KNN Regression

2/28/23

Housekeeping

Lab 02 due Thursday to Canvas at 11:59pm
Office hours today from 3-4pm
TA: Doug Rosin
- Office hours Sundays 7-9pm upstairs

K-nearest neighbors

(Warning: there will be a lot of $K$’s in this course!)

K-nearest neighbors

K-nearest neighbors (KNN) is a nonparametric supervised learning method
Intuitive and simple
Relies on the assumption: observations with similar predictors will have similar responses
Works for both regression and classification (we will start with regression)

Algorithm (in words)

Choose a positive integer $K$, and have your data split into a train set and test set
For a given test observation with predictor $x_{0}$:
- Identify the $K$ points in the train data that are closest (in predictor space) to $x_{0}$. Call this set of neighbors $\mathcal{N}_{0}$.
- Predict $\hat{y}_{0}$ to be the average of the responses in the neighbor set, i.e. \[\hat{y}_{0} = \frac{1}{K} \sum_{i \in \mathcal{N}_{0}} y_{i}\]

Example

On the next slide, you will see plot with a bunch of colored points
Each point is plotted in predictor space $(x1, x2)$, and is colored according to the value of its response $y$
I have a new point ($\color{blue}{*}$) and its covariates/predictors, but I need to make a prediction for its response

Example (cont.)

Using $K= 3$, predicted $\hat{y}_{0} = \frac{1}{3}(8.073 + 8.838 + 9.17) = 8.694$

Using $K= 4$, predicted $\hat{y}_{0} = \frac{1}{4}(8.073 + 8.838 + 9.17 + 9.541) = 8.906$

Considerations

How do we determine who the neighbors $\mathcal{N}_{0}$ should be?
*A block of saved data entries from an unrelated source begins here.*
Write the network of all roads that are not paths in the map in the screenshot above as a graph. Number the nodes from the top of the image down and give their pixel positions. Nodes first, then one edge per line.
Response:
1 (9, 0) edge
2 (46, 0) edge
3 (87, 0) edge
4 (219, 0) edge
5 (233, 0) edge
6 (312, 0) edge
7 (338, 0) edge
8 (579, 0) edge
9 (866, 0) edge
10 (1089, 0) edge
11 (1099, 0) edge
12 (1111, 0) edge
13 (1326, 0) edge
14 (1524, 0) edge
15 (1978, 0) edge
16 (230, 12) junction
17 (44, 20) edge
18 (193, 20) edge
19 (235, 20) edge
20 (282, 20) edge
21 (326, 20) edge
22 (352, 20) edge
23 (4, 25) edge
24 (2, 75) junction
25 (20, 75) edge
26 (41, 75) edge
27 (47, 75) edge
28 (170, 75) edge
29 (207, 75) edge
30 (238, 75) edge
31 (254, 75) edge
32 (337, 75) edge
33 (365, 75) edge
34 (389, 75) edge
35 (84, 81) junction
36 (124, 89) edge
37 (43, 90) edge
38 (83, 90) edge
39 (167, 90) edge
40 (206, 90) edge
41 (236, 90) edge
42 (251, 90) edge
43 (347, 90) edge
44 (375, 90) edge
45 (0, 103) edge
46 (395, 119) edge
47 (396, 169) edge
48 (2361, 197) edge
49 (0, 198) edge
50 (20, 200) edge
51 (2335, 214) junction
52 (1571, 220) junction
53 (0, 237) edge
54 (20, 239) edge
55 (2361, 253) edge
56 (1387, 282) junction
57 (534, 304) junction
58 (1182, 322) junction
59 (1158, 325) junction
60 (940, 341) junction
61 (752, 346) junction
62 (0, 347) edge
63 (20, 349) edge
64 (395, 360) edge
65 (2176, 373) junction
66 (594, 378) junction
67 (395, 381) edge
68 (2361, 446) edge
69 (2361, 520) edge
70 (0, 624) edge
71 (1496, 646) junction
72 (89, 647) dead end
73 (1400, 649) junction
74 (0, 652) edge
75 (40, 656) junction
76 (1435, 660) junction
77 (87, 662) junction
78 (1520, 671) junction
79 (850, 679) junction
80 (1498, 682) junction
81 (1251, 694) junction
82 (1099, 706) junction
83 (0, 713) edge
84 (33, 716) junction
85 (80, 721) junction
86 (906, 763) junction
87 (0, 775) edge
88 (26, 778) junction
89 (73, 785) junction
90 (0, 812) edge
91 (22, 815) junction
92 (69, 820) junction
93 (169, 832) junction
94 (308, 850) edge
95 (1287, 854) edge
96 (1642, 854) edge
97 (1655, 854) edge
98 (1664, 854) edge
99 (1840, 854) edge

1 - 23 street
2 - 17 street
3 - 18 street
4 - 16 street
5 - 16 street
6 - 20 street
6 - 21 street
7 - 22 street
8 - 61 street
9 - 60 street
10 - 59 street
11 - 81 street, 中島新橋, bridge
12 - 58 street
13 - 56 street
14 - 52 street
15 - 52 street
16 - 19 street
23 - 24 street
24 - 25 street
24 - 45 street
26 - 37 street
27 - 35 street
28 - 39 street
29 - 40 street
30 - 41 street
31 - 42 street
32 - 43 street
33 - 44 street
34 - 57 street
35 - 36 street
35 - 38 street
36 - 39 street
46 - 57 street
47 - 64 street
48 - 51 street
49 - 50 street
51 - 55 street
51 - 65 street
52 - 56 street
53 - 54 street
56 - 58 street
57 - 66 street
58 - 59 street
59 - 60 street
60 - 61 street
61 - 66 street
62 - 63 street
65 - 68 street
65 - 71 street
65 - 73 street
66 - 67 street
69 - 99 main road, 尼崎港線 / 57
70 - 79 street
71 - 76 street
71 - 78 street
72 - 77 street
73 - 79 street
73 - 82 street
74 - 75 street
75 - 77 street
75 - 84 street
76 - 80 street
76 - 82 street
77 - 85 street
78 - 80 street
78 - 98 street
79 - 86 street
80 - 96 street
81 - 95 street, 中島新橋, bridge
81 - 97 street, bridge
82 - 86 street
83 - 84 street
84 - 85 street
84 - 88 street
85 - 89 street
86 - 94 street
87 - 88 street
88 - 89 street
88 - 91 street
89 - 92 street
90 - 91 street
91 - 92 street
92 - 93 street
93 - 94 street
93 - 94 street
On the previous slide, it may have seemed intuitive.
- i.e. how do we quantify “closeness”?
Which $K$ should we use?

Consideration 1: Closeness

We will quantify closeness using distance metrics

Euclidean distance

One of the most common ways to measure distance between points is with Euclidean distance
On a number line (one-dimension), the distance between two points $a$ and $b$ is simply the absolute value of their difference
- Let $d(a,b)$ denote the Euclidean distance between $a$ and $b$. Then in 1-D, $d(a,b) = |a-b|$.
In 2-D (think lon-lat coordinate system), the two points are $\mathbf{a} = (a_{1}, a_{2})$ and $\mathbf{b} = (b_{1}, b_{2})$ with Euclidean distance \[d(\mathbf{a}, \mathbf{b}) = \sqrt{(a_{1} - b_{1}) ^2 + (a_{2} - b_{2})^2}\]
Important: the “two-dimensions” refers to the number of coordinates in each point, not the fact that we are calculating a distance between two points

Euclidean distance (cont.)

Generalizing to $p$ dimensions: if $\mathbf{a} = (a_{1}, a_{2}, \ldots, a_{p})$ and $\mathbf{b} = (b_{1}, b_{2}, \ldots, b_{p})$, then \[d(\mathbf{a}, \mathbf{b}) = \sqrt{(a_{1} - b_{1}) ^2 + (a_{2} - b_{2})^2 + \ldots (a_{p} - b_{p})^2} = \sqrt{\sum_{j=1}^{p}(a_{j} - b_{j})^2}\]
E.g. let $\mathbf{a} = (1, 0, 3)$ and $\mathbf{b} = (-1, 2, 2)$. What is $d(\mathbf{a}, \mathbf{b})$?

Euclidean distance

Another common distance metric is Manhattan distance
- Named after the grid-system of Manhattan’s roads
The Manhattan distance between two points $\mathbf{a}$ and $\mathbf{b}$ in $p$-dimensions is \[d_{m}(\mathbf{a}, \mathbf{b}) = |a_{1} - b_{1}| + |a_{2} - b_{2}| + \ldots +|a_{p} - b_{p}| = \sum_{j=1}^{p} |a_{j} - b_{j}|\]
E.g. let $\mathbf{a} = (1, 0, 3)$ and $\mathbf{b} = (-1, 2, 2)$. What is $d_{m}(\mathbf{a}, \mathbf{b})$?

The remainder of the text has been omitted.